We have approached Yurek to request the media be included on the tour and we will continue to stress the need for transparency on this powder-keg that could easily erupt into a full-scale riot in the coming months.

The point was raised in this corner last week as to whether St. Thomas was in the running as a possible home for Texas-based food-distribution giant Sysco, which recently announced it will build a 400,000-square-foot distribution facility in Woodstock which could eventually employ 250-350 people.
A reader mused, “was the St. Thomas brain trust (Economic Development Corp. and city council) even in the game? If not,why not?”
That prompted Grace Northcott to email the following observation.
“Recently the EDC has been given funding from city council to maintain it’s operation because it no longer is self sufficient through real estate sales on land or otherwise.
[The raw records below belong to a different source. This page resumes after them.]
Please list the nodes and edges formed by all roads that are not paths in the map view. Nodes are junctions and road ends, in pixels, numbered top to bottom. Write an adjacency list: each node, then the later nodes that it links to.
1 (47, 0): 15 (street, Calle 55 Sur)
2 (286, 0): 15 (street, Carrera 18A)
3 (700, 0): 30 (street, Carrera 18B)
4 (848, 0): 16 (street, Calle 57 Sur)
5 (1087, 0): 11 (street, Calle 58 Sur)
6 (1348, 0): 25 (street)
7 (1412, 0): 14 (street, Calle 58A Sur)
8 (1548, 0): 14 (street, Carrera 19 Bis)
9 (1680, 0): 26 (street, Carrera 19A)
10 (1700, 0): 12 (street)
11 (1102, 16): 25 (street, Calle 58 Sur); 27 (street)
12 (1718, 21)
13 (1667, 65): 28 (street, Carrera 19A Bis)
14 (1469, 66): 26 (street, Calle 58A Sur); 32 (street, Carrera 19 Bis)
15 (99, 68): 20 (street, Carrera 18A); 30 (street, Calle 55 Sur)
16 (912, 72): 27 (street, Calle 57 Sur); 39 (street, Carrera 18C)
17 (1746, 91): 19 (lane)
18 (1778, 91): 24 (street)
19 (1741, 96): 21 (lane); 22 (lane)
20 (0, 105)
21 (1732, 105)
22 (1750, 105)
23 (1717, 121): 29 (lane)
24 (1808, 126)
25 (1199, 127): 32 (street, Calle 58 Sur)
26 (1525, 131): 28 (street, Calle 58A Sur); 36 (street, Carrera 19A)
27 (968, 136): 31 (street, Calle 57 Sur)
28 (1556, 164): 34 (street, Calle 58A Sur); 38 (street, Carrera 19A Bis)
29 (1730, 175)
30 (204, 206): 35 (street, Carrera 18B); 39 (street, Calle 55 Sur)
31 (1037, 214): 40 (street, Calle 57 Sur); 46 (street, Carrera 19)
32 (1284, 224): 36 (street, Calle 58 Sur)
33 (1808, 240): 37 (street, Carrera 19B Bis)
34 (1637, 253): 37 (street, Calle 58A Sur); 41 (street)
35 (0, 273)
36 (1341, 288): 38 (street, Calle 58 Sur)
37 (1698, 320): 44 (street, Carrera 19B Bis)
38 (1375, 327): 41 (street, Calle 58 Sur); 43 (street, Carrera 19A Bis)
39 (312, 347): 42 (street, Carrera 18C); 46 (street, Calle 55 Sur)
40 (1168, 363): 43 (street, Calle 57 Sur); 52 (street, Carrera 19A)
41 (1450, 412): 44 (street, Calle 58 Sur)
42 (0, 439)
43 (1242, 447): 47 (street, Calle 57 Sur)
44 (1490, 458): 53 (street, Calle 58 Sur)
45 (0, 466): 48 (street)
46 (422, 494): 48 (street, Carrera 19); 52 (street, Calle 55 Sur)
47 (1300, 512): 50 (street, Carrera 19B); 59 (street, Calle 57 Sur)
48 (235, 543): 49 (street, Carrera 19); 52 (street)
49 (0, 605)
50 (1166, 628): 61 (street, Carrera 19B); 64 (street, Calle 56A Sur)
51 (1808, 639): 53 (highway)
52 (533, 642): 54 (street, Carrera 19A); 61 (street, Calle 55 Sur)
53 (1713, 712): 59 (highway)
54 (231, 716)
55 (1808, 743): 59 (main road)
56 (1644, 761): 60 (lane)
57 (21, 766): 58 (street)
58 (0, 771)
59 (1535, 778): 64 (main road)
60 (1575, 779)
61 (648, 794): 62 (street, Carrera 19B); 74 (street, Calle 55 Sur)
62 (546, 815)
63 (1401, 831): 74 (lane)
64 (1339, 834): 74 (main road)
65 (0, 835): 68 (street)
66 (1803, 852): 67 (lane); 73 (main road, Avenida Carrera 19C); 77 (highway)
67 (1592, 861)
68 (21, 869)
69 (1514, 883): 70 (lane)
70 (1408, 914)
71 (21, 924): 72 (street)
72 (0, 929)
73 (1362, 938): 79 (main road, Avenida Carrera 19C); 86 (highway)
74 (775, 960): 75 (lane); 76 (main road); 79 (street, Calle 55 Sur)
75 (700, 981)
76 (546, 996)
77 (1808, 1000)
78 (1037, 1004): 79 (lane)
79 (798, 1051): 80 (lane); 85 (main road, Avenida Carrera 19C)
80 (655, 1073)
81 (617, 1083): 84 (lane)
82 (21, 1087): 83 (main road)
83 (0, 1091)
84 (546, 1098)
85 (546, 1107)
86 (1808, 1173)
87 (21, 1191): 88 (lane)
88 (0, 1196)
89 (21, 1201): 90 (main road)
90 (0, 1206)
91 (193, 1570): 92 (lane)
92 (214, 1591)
My question is simple, if public funds are supporting this agency why isn’t the public receiving regular progress reports?
“In addition, during the last election most of the candidates stressed jobs and economic development. Is it time aldermen provide a progress report of what they have done to support their promises?
This should not be difficult to do since all of city council is on the board of EDC.”

“This is the most vicious attack on the most vulnerable of our society and, to me, it is unacceptable.”
Elgin Warden Bill Walters at Thursday’s open house to gather information on the closing of the local ODSP office slated for October.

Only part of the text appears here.